**WHAT THE TASK REQUIRES:** For every entry that follows, return the words exactly and omit any picture.

[Opening EXERCISE DATA section]

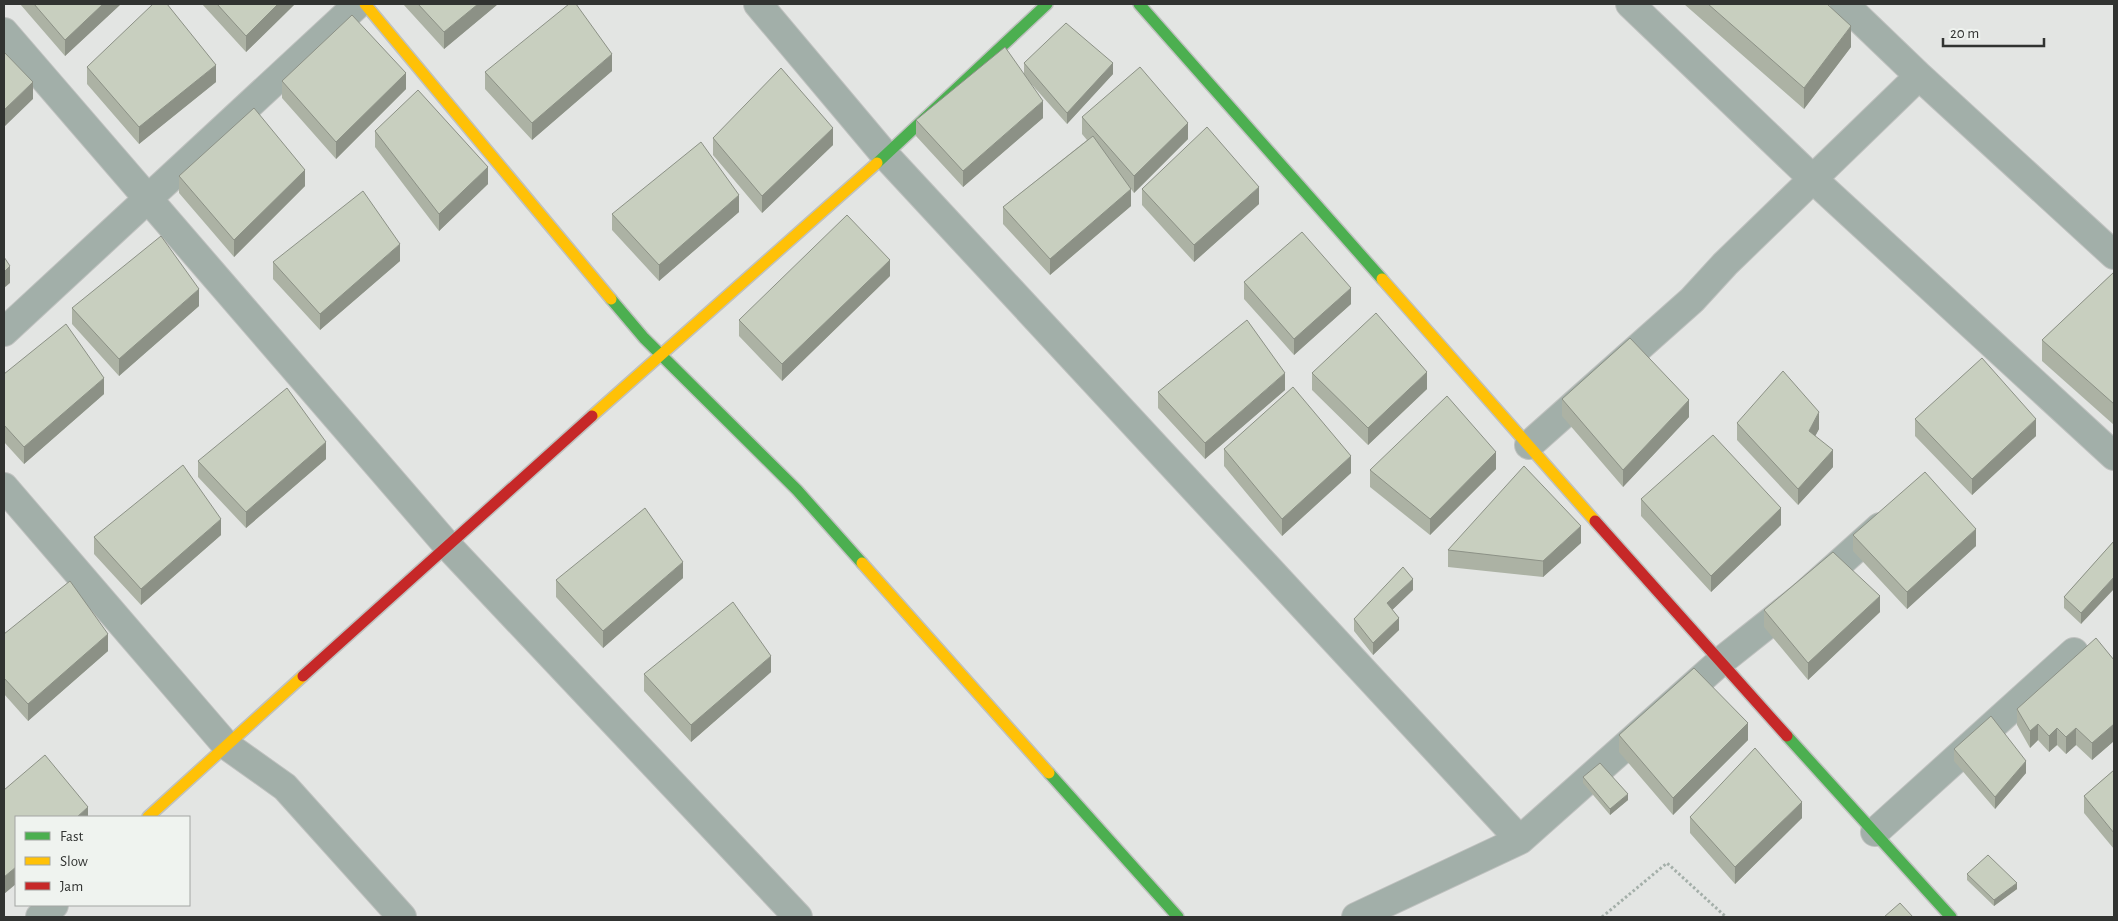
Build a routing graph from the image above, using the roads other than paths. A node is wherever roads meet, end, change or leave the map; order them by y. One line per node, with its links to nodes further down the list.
1 (358, 4): 12 (street)
2 (365, 4): 15 (street)
3 (758, 4): 10 (street)
4 (1047, 4): 10 (street)
5 (1139, 4): 16 (street)
6 (1630, 4): 11 (street)
7 (1844, 4): 9 (street)
8 (4, 32): 12 (street)
9 (1919, 76): 11 (street); 13 (street)
10 (885, 154): 15 (street); 26 (street)
11 (1814, 180): 16 (street); 17 (street)
12 (147, 199): 14 (street); 20 (street)
13 (2114, 254)
14 (4, 332)
15 (660, 354): 20 (street); 31 (street)
16 (1530, 445): 22 (street)
17 (2114, 456)
18 (4, 487): 23 (street)
19 (1901, 508): 22 (street)
20 (447, 545): 23 (street); 30 (street)
21 (2074, 652): 25 (street)
22 (1720, 662): 25 (street); 26 (street)
23 (226, 745): 24 (street); 29 (street)
24 (149, 816)
25 (1875, 832): 33 (street)
26 (1520, 840): 32 (street)
27 (53, 906): 28 (street)
28 (40, 917)
29 (402, 917)
30 (798, 917)
31 (1178, 917)
32 (1356, 917)
33 (1951, 917)

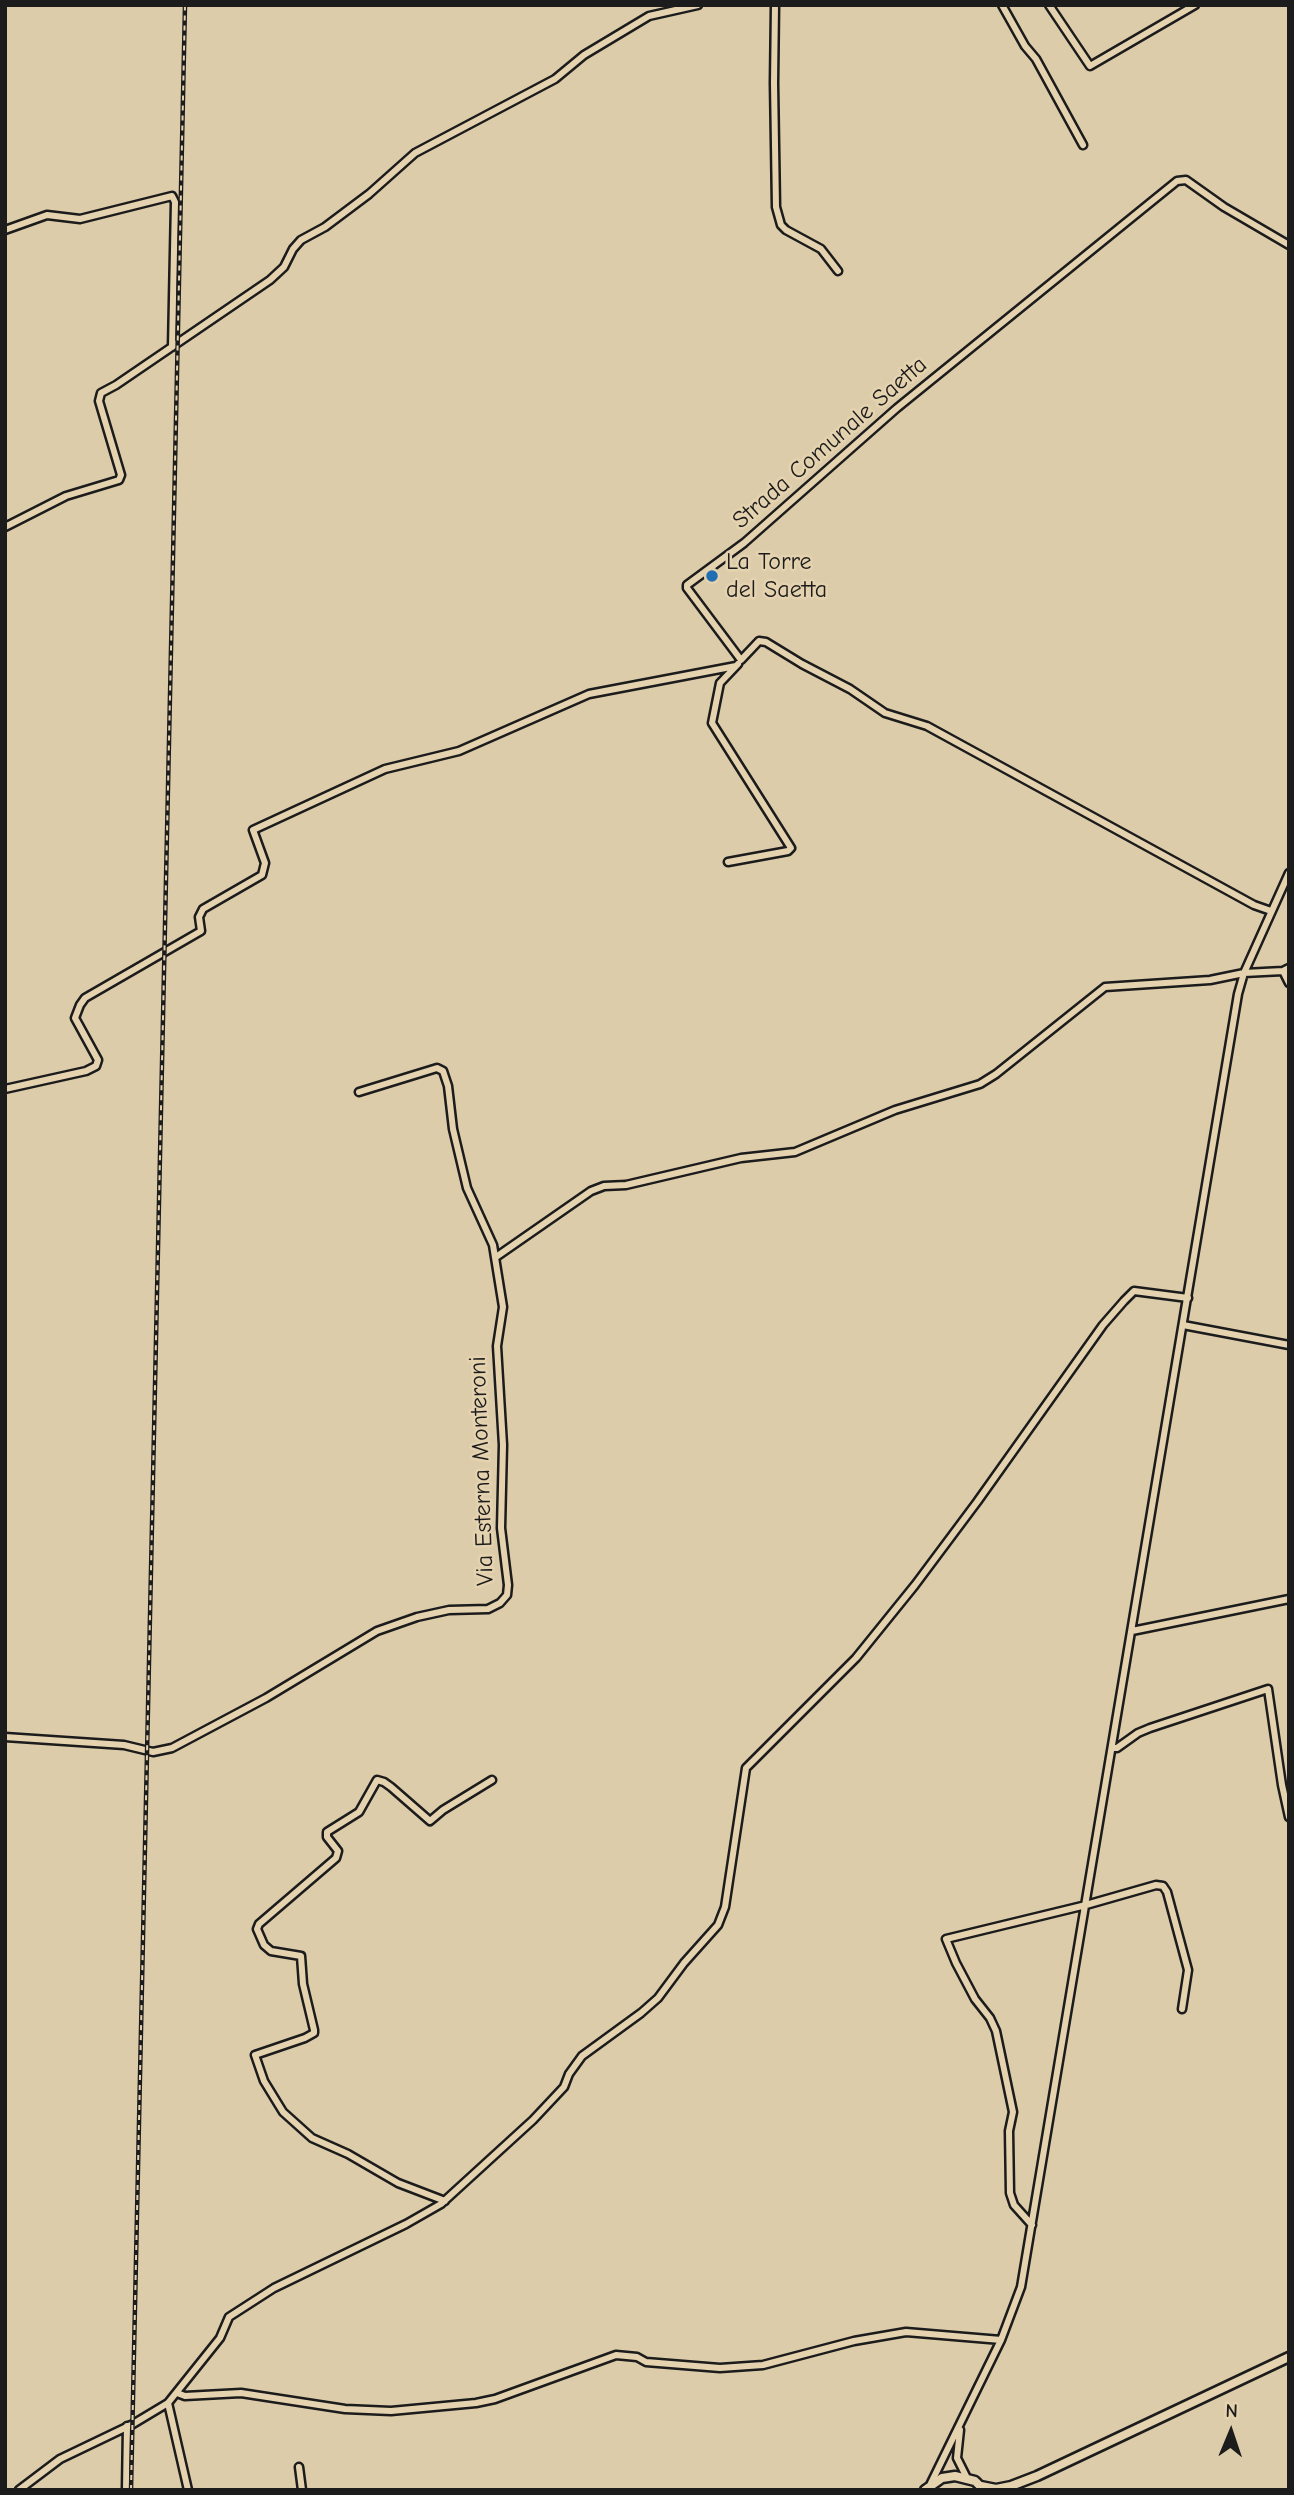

[Closing EXERCISE DATA section]

**RESULT OF THE EXERCISE:**
Build a routing graph from the image above, using the roads other than paths. A node is wherever roads meet, end, change or leave the map; order them by y. One line per node, with its links to nodes further down the list.
1 (358, 4): 12 (street)
2 (365, 4): 15 (street)
3 (758, 4): 10 (street)
4 (1047, 4): 10 (street)
5 (1139, 4): 16 (street)
6 (1630, 4): 11 (street)
7 (1844, 4): 9 (street)
8 (4, 32): 12 (street)
9 (1919, 76): 11 (street); 13 (street)
10 (885, 154): 15 (street); 26 (street)
11 (1814, 180): 16 (street); 17 (street)
12 (147, 199): 14 (street); 20 (street)
13 (2114, 254)
14 (4, 332)
15 (660, 354): 20 (street); 31 (street)
16 (1530, 445): 22 (street)
17 (2114, 456)
18 (4, 487): 23 (street)
19 (1901, 508): 22 (street)
20 (447, 545): 23 (street); 30 (street)
21 (2074, 652): 25 (street)
22 (1720, 662): 25 (street); 26 (street)
23 (226, 745): 24 (street); 29 (street)
24 (149, 816)
25 (1875, 832): 33 (street)
26 (1520, 840): 32 (street)
27 (53, 906): 28 (street)
28 (40, 917)
29 (402, 917)
30 (798, 917)
31 (1178, 917)
32 (1356, 917)
33 (1951, 917)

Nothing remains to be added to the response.